The findings from this study have important clinical implications for the treatment of SCI related bone loss. During the acute period of SCI, we observed a marked loss of bone mineral due to a combination of trabecular and endocortical resorption. Therefore, it is important that therapeutic interventions are implemented soon after injury and that both trabecular and cortical bone mineral preservation is targeted. Reductions in bone mineral were most pronounced at epiphyseal regions of the knee, reaching magnitudes as high as 4.7 %/month and 5.4 %/month for trabecular and cortical bone mineral, respectively. Thus, mechanical loading interventions aimed at preventing bone loss after SCI should target the epiphyseal regions of the distal femur and proximal tibia when possible. Finally, changes in mechanical integrity, as evidenced by QCT strength indices and FE predicted stiffness, were as much as 2-fold greater than changes in integral BMD. It is important that therapists and clinicians utilizing densitometric measures to monitor bone health in people with SCI are aware of this potential discrepancy.

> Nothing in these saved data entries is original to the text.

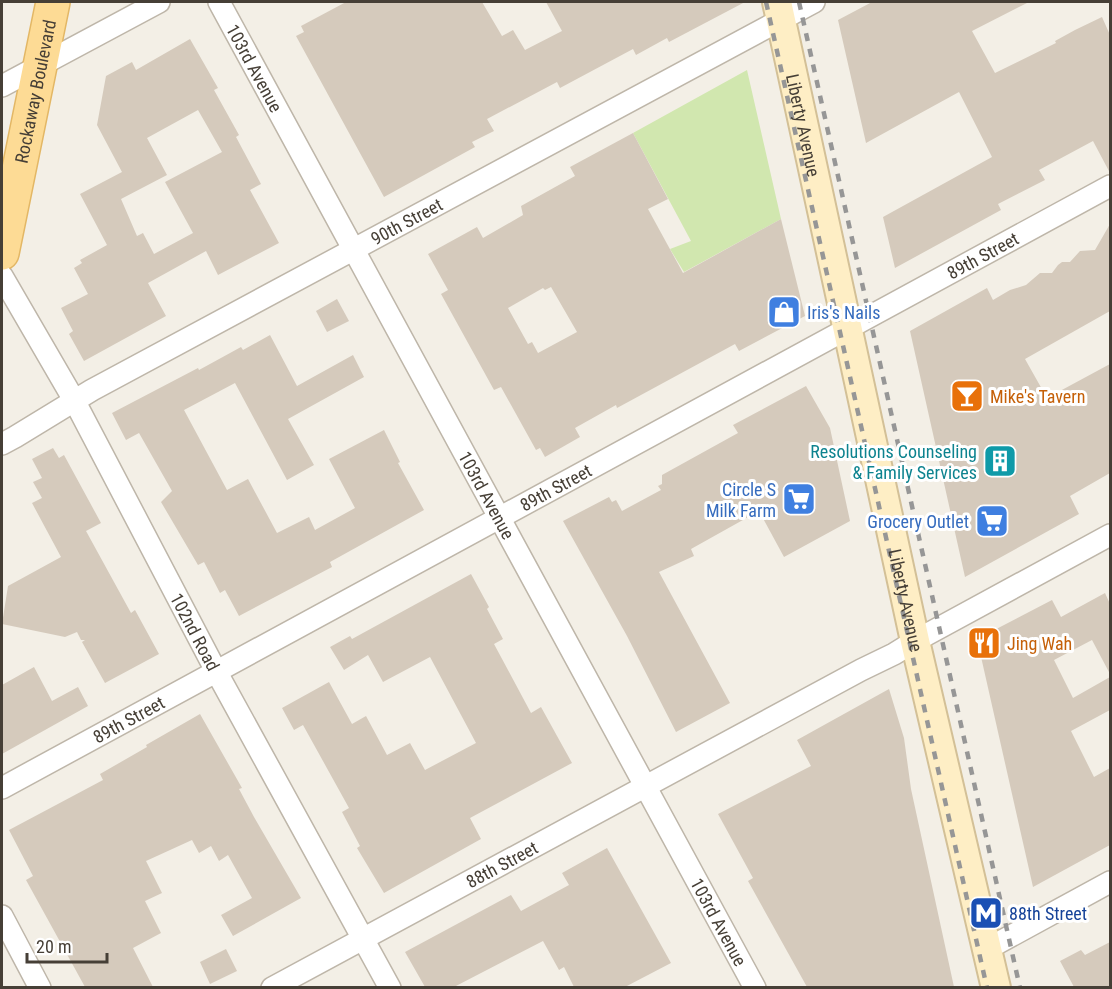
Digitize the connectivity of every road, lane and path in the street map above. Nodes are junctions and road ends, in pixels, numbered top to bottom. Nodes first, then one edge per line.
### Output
1 (53, 2) edge
2 (159, 2) edge
3 (219, 2) edge
4 (814, 2) edge
5 (779, 11) edge
6 (41, 65) junction
7 (2, 86) edge
8 (1110, 186) edge
9 (353, 249) junction
10 (2, 253) edge
11 (2, 276) edge
12 (848, 329) junction
13 (74, 400) junction
14 (2, 444) edge
15 (498, 518) junction
16 (1110, 535) edge
17 (915, 641) junction
18 (216, 671) junction
19 (644, 786) junction
20 (2, 788) edge
21 (1110, 882) edge
22 (2, 916) edge
23 (363, 938) junction
24 (987, 949) junction
25 (40, 987) edge
26 (272, 987) edge
27 (390, 987) edge
28 (755, 987) edge
29 (996, 987) edge

1 - 6 main road, Rockaway Boulevard
2 - 6 street
3 - 9 street, 103rd Avenue
4 - 5 street, 90th Street
5 - 9 street, 90th Street
5 - 12 street, Liberty Avenue
6 - 7 street
6 - 10 main road, Rockaway Boulevard
8 - 12 street, 89th Street
9 - 13 street, 90th Street
9 - 15 street, 103rd Avenue
11 - 13 street, 102nd Road
12 - 15 street, 89th Street
12 - 17 street, Liberty Avenue
13 - 14 street, 90th Street
13 - 18 street, 102nd Road
15 - 18 street, 89th Street
15 - 19 street, 103rd Avenue
16 - 17 street, 88th Street
17 - 19 street, 88th Street
17 - 24 street, Liberty Avenue
18 - 20 street, 89th Street
18 - 23 street, 102nd Road
19 - 23 street, 88th Street
19 - 28 street, 103rd Avenue
21 - 24 street
22 - 25 street
23 - 26 street, 88th Street
23 - 27 street, 102nd Road
24 - 29 street, Liberty Avenue

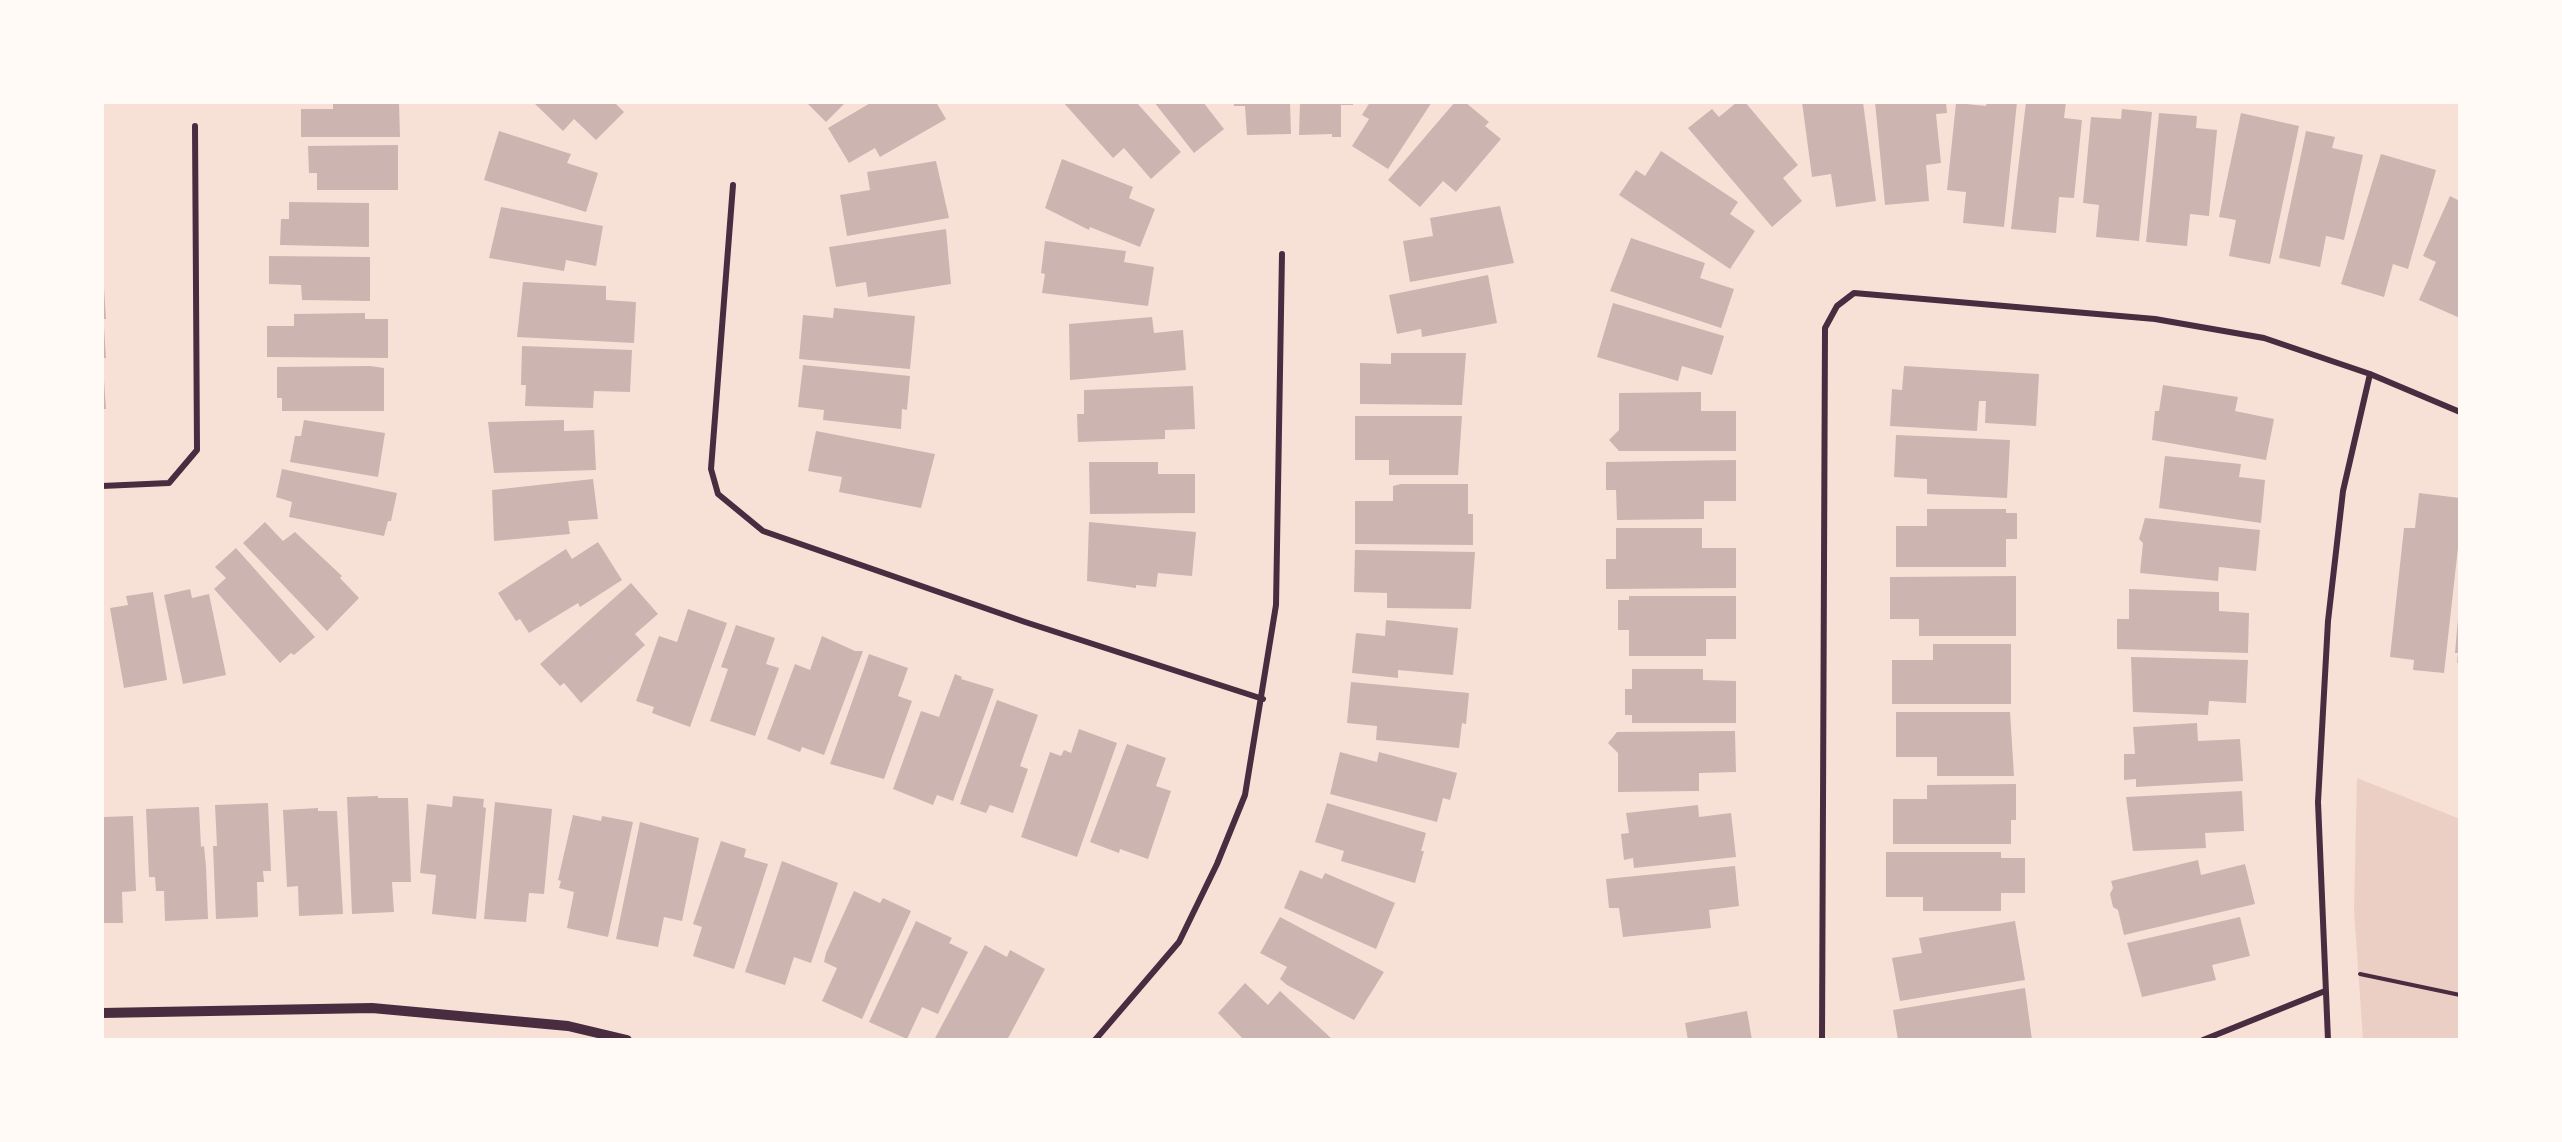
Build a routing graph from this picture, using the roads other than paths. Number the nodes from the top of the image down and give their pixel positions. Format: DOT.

In summary, individuals with acute SCI experienced a rapid and substantial loss of bone mineral at the distal femur and proximal tibia through a combination of trabecular and endocortical resorption. The observed reductions in bone mineral were largest at epiphyseal regions and progressively decreased moving towards diaphyseal regions. This specific pattern of bone loss had large mechanical consequences that may, at least in part, help explain the large prevalence and distribution of fragility fracture after SCI. Studies examining the efficacy of targeted therapeutic interventions to reverse or halt SCI related bone loss are thus warranted.